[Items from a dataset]
=== Section Start ===

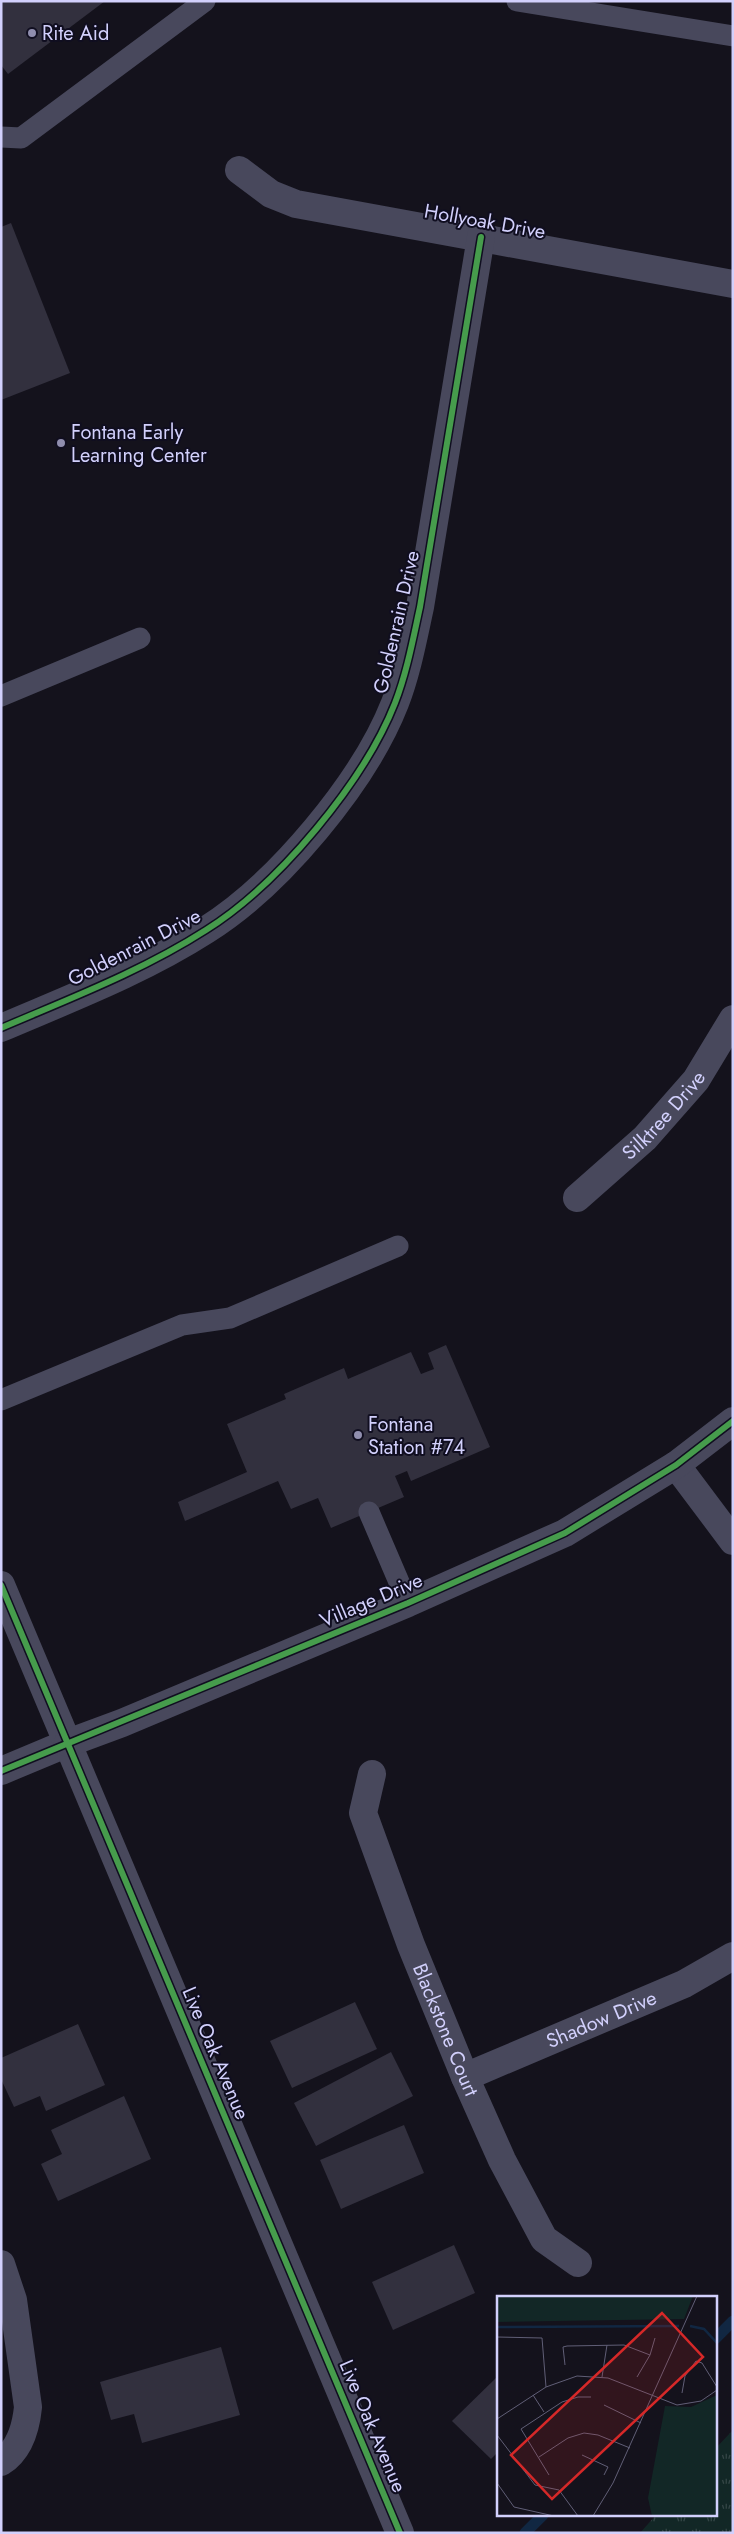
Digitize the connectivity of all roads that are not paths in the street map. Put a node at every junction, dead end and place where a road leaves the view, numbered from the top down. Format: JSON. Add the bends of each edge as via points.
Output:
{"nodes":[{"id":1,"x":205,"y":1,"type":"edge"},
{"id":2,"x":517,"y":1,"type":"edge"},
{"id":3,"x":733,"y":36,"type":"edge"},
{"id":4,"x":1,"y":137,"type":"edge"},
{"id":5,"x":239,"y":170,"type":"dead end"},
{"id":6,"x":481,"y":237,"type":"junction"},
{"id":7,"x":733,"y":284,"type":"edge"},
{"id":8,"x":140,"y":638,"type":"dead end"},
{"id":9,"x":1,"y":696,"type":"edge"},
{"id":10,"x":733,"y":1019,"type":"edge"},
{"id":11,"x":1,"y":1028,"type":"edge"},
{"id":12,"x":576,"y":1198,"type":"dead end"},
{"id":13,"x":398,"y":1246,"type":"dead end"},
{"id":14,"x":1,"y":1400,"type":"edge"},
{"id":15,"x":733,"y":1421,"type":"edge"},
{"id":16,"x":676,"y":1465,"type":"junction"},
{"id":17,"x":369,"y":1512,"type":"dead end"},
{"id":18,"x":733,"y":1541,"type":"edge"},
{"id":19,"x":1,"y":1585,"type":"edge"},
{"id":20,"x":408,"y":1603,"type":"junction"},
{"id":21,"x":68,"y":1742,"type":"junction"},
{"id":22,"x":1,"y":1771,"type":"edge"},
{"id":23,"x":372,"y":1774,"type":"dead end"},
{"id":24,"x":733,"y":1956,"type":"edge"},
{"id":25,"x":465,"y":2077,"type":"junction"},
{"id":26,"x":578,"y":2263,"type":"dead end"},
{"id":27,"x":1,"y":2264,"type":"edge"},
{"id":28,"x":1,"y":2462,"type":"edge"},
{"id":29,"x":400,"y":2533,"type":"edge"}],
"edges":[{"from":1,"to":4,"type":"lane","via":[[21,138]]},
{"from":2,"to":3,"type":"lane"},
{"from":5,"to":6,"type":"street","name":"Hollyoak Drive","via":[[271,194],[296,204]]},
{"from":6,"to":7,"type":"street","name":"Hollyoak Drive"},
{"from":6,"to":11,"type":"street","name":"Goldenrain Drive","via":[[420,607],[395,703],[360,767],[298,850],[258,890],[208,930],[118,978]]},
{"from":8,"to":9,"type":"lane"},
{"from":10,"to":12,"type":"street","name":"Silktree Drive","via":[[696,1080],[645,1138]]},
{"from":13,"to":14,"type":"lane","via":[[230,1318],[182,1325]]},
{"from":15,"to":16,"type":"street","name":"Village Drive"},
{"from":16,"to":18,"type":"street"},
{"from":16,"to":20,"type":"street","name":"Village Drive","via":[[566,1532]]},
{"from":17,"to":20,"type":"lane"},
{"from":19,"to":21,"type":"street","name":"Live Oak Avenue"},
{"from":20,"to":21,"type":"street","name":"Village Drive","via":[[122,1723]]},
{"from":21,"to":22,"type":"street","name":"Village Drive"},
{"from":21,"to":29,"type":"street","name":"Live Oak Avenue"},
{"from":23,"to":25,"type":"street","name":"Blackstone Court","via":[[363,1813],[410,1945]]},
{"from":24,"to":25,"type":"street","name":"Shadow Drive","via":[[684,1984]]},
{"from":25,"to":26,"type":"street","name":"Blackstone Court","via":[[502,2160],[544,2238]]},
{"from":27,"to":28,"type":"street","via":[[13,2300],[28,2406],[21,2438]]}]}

=== Section End ===
=== Section Start ===

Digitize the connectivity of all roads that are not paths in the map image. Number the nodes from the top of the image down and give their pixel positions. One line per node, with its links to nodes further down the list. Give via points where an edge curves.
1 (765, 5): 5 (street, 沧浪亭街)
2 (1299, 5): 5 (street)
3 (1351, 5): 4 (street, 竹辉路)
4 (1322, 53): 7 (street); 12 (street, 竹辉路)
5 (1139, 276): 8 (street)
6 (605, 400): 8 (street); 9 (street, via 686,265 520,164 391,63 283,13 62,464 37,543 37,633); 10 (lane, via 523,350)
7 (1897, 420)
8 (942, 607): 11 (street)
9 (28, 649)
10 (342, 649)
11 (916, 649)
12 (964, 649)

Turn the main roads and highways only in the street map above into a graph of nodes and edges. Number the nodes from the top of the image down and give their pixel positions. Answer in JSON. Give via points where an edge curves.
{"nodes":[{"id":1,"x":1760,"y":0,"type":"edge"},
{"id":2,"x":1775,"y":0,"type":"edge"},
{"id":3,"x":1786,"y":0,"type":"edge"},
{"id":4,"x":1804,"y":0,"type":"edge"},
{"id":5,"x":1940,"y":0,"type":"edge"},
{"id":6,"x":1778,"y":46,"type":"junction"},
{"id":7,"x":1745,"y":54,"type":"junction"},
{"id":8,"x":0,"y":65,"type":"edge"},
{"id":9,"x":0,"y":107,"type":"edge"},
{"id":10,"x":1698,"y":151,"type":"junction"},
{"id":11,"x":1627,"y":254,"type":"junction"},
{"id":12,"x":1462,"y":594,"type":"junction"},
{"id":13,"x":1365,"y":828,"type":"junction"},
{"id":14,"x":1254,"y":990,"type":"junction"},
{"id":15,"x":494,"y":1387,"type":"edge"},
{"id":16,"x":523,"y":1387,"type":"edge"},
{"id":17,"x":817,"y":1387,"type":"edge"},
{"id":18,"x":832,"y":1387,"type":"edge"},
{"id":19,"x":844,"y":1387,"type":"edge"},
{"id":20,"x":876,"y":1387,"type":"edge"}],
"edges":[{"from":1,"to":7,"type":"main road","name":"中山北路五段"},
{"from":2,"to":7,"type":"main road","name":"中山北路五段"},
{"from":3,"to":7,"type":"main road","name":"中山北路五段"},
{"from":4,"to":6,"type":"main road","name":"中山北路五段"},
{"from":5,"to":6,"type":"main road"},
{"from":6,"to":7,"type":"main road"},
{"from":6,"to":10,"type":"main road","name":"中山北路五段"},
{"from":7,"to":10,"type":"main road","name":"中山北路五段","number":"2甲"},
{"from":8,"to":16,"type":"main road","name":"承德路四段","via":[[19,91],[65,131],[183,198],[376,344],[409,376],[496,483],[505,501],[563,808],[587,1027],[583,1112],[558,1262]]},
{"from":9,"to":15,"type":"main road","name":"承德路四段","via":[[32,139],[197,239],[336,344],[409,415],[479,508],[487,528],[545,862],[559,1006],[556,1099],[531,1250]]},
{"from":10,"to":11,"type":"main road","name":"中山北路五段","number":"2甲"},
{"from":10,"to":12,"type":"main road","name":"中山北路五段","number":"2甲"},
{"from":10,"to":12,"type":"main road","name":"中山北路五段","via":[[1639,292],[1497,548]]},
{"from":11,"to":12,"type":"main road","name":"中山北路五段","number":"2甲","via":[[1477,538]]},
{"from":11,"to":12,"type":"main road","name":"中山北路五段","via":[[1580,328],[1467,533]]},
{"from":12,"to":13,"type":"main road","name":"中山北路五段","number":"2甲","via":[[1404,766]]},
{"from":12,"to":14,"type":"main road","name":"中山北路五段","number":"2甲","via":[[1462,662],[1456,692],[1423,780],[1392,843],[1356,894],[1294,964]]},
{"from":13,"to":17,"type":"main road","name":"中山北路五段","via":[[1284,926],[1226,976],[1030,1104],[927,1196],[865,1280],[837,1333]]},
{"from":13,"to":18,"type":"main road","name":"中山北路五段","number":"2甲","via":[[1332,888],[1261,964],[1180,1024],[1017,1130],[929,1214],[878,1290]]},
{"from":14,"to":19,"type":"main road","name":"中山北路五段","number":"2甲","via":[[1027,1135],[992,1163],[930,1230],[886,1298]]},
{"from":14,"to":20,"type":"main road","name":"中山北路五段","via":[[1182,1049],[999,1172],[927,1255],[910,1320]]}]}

=== Section End ===
=== Section Start ===

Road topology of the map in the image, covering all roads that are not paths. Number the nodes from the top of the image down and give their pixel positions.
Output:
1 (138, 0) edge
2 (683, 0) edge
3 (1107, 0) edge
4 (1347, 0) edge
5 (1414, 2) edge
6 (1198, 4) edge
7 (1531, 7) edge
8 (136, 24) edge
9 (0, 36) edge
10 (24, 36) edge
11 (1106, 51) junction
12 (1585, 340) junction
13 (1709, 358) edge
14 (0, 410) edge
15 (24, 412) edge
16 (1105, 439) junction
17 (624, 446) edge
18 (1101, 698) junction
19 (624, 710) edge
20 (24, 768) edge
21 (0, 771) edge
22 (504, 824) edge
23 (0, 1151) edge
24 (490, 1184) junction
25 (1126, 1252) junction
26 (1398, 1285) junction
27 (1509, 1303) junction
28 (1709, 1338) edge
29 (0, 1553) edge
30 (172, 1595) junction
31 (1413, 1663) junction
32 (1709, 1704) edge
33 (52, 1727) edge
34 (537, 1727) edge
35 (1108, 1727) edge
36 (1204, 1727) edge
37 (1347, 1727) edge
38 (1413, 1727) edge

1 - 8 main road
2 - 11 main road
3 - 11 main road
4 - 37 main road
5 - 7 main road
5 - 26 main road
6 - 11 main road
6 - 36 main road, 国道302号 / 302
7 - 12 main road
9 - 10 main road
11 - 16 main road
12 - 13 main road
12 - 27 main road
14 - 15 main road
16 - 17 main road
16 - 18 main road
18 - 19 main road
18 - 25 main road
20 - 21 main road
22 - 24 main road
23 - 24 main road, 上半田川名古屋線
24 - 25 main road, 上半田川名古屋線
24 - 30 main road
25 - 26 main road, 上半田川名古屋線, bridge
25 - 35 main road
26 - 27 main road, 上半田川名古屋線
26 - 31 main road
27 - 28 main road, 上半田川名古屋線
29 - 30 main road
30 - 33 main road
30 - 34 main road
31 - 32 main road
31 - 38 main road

=== Section End ===

= REQUIREMENT =
Lines in the data that include the word "lane" should all be copied.

= SOLUTION BELOW =
"edges":[{"from":1,"to":4,"type":"lane","via":[[21,138]]},
{"from":2,"to":3,"type":"lane"},
{"from":8,"to":9,"type":"lane"},
{"from":13,"to":14,"type":"lane","via":[[230,1318],[182,1325]]},
{"from":17,"to":20,"type":"lane"},
6 (605, 400): 8 (street); 9 (street, via 686,265 520,164 391,63 283,13 62,464 37,543 37,633); 10 (lane, via 523,350)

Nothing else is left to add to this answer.